** Opening DATASET CONTENT block **
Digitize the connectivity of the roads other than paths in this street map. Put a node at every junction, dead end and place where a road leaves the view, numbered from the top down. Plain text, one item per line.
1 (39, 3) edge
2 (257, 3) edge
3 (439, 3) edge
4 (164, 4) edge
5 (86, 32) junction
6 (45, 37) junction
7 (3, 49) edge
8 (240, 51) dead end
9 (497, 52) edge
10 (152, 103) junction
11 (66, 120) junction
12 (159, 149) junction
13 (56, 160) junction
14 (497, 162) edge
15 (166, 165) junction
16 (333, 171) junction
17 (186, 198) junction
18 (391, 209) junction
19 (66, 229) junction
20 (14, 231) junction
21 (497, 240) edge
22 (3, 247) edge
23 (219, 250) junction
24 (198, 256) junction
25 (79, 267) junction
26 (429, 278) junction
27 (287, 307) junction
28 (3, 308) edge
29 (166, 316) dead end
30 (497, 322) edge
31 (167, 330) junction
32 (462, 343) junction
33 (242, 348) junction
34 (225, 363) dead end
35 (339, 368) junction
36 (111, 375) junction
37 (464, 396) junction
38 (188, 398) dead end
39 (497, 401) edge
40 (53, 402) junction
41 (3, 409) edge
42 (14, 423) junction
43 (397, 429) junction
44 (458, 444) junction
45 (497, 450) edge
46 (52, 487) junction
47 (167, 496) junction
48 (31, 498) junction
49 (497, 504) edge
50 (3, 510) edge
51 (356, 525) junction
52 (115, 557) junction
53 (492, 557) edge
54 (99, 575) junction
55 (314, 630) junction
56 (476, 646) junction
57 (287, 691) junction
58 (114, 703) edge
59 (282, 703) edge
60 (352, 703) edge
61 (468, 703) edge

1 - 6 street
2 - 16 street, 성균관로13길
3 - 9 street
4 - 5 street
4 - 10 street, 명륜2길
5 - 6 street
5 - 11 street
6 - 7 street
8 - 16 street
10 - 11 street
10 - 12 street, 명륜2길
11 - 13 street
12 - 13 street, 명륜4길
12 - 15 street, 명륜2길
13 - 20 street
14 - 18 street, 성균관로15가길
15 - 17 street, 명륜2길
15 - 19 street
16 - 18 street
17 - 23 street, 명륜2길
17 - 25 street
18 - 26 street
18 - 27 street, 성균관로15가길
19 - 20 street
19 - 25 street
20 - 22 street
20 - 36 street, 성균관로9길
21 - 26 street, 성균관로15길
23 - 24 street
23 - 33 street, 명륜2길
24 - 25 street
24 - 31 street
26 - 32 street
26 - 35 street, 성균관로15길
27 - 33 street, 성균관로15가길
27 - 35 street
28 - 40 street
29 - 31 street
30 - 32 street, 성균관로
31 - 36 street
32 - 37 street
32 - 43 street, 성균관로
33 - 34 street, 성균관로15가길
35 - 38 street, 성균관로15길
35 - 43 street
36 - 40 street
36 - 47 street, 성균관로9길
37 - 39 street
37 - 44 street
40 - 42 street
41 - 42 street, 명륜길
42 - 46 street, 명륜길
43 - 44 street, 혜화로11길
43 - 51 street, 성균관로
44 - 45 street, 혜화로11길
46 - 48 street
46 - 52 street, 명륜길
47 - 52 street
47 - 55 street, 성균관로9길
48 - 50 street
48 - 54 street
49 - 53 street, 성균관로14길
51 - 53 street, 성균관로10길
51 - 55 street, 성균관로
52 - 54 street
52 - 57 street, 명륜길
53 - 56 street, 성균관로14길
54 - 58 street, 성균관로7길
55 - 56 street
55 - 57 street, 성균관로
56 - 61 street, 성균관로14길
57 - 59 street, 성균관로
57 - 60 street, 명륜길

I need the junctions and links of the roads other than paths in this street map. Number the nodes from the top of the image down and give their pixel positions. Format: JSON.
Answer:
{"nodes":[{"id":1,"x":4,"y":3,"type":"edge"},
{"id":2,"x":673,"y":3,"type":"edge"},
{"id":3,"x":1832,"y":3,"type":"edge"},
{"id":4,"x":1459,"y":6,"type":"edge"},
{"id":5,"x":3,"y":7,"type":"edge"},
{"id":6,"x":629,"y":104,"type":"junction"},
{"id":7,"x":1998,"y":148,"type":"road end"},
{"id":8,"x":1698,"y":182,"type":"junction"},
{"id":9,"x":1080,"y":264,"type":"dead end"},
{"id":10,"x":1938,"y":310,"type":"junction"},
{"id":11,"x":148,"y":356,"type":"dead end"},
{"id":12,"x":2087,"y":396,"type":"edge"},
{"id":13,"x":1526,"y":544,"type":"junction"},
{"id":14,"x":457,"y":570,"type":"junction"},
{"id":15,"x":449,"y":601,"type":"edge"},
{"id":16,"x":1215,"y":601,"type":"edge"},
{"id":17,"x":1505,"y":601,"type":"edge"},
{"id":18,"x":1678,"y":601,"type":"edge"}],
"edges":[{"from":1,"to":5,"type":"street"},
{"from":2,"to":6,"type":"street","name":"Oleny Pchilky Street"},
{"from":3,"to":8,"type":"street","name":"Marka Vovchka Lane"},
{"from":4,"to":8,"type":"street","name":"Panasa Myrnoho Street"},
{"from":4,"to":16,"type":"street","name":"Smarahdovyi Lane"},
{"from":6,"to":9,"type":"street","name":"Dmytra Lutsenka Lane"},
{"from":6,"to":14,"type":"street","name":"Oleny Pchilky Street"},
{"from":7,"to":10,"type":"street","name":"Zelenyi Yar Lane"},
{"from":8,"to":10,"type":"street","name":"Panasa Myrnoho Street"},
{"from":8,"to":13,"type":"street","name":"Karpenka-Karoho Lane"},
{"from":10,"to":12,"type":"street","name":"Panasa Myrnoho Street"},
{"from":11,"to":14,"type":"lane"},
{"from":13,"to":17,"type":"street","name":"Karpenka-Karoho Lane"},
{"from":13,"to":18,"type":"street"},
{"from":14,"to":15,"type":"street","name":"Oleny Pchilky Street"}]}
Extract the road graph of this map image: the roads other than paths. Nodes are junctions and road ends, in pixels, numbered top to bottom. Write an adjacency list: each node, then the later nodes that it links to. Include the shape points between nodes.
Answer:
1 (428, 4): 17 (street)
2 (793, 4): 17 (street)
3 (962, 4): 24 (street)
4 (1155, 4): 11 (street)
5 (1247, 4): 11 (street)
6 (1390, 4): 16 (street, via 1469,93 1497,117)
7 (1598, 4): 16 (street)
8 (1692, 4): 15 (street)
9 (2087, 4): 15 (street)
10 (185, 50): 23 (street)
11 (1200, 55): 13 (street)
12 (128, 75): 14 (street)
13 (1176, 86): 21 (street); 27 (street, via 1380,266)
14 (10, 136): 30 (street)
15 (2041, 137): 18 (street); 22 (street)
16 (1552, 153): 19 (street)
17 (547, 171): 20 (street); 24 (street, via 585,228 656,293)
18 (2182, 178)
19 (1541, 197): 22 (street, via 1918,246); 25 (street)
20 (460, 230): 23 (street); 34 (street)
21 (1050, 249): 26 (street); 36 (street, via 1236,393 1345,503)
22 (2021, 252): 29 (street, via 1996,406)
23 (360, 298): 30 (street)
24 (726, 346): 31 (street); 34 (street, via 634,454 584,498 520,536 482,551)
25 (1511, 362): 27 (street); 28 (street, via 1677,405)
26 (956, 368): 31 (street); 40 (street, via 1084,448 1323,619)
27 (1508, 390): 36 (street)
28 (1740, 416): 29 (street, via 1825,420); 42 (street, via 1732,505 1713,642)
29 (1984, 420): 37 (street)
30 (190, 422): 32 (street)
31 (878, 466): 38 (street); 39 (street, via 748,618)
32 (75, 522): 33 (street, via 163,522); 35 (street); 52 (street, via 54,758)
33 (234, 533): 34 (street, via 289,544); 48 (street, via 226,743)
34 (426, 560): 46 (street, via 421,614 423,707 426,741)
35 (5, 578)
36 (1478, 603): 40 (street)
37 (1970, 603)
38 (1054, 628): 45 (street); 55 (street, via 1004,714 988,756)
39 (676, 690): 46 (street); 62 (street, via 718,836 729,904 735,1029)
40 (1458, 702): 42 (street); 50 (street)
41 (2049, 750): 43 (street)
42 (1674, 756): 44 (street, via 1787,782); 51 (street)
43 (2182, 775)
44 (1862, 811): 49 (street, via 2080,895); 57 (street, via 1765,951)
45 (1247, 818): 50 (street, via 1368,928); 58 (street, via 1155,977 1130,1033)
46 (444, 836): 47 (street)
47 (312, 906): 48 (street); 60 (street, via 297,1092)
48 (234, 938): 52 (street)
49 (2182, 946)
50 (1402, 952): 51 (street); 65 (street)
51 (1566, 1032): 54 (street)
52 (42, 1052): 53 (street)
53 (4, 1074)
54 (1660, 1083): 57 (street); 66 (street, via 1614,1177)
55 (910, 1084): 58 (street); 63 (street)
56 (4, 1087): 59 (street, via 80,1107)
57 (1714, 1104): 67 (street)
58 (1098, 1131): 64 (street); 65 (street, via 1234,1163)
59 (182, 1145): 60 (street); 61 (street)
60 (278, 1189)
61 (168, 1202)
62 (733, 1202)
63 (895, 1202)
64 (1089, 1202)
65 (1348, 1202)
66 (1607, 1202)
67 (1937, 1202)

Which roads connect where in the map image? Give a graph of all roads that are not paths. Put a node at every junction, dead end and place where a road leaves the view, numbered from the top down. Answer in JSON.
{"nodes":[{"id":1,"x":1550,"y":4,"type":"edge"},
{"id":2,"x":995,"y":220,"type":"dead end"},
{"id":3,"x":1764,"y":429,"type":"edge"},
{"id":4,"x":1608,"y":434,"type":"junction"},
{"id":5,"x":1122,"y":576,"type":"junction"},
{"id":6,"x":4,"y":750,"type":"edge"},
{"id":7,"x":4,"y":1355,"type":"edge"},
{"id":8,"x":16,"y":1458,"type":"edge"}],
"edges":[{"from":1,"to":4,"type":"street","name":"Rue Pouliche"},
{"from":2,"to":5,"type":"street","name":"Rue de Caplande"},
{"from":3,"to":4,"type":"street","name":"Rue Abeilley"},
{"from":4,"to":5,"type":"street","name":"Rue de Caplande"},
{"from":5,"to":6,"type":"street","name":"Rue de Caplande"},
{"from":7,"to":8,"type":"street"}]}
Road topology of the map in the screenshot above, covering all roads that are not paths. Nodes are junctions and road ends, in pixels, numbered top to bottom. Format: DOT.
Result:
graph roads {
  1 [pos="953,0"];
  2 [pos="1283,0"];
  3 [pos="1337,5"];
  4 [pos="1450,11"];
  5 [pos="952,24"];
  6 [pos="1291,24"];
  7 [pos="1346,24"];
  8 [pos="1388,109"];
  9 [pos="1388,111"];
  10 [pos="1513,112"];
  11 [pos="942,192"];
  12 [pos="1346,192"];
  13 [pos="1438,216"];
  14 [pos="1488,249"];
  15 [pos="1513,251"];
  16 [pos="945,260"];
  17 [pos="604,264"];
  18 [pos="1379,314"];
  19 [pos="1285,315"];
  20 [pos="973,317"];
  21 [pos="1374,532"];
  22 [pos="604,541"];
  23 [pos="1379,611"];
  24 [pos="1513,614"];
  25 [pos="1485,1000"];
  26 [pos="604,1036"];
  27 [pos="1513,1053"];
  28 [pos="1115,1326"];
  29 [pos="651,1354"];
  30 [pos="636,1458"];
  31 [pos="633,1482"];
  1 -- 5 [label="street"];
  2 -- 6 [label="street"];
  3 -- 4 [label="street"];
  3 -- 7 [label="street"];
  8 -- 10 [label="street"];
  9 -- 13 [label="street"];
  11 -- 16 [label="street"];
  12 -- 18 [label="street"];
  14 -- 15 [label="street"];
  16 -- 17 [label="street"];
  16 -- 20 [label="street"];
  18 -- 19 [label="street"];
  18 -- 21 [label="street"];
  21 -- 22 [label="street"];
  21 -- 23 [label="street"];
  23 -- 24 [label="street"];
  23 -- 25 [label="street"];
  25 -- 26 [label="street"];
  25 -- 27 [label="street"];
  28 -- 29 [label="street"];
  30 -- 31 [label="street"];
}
** Closing DATASET CONTENT block **
> [PROBLEM TO SOLVE]:
Write down again, exactly as given, only the lines above that fall from the line with "Which roads connect" to the line with "Road topology of", inclusive.

> [REPLY TO THE EXERCISE]:
Which roads connect where in the map image? Give a graph of all roads that are not paths. Put a node at every junction, dead end and place where a road leaves the view, numbered from the top down. Answer in JSON.
{"nodes":[{"id":1,"x":1550,"y":4,"type":"edge"},
{"id":2,"x":995,"y":220,"type":"dead end"},
{"id":3,"x":1764,"y":429,"type":"edge"},
{"id":4,"x":1608,"y":434,"type":"junction"},
{"id":5,"x":1122,"y":576,"type":"junction"},
{"id":6,"x":4,"y":750,"type":"edge"},
{"id":7,"x":4,"y":1355,"type":"edge"},
{"id":8,"x":16,"y":1458,"type":"edge"}],
"edges":[{"from":1,"to":4,"type":"street","name":"Rue Pouliche"},
{"from":2,"to":5,"type":"street","name":"Rue de Caplande"},
{"from":3,"to":4,"type":"street","name":"Rue Abeilley"},
{"from":4,"to":5,"type":"street","name":"Rue de Caplande"},
{"from":5,"to":6,"type":"street","name":"Rue de Caplande"},
{"from":7,"to":8,"type":"street"}]}
Road topology of the map in the screenshot above, covering all roads that are not paths. Nodes are junctions and road ends, in pixels, numbered top to bottom. Format: DOT.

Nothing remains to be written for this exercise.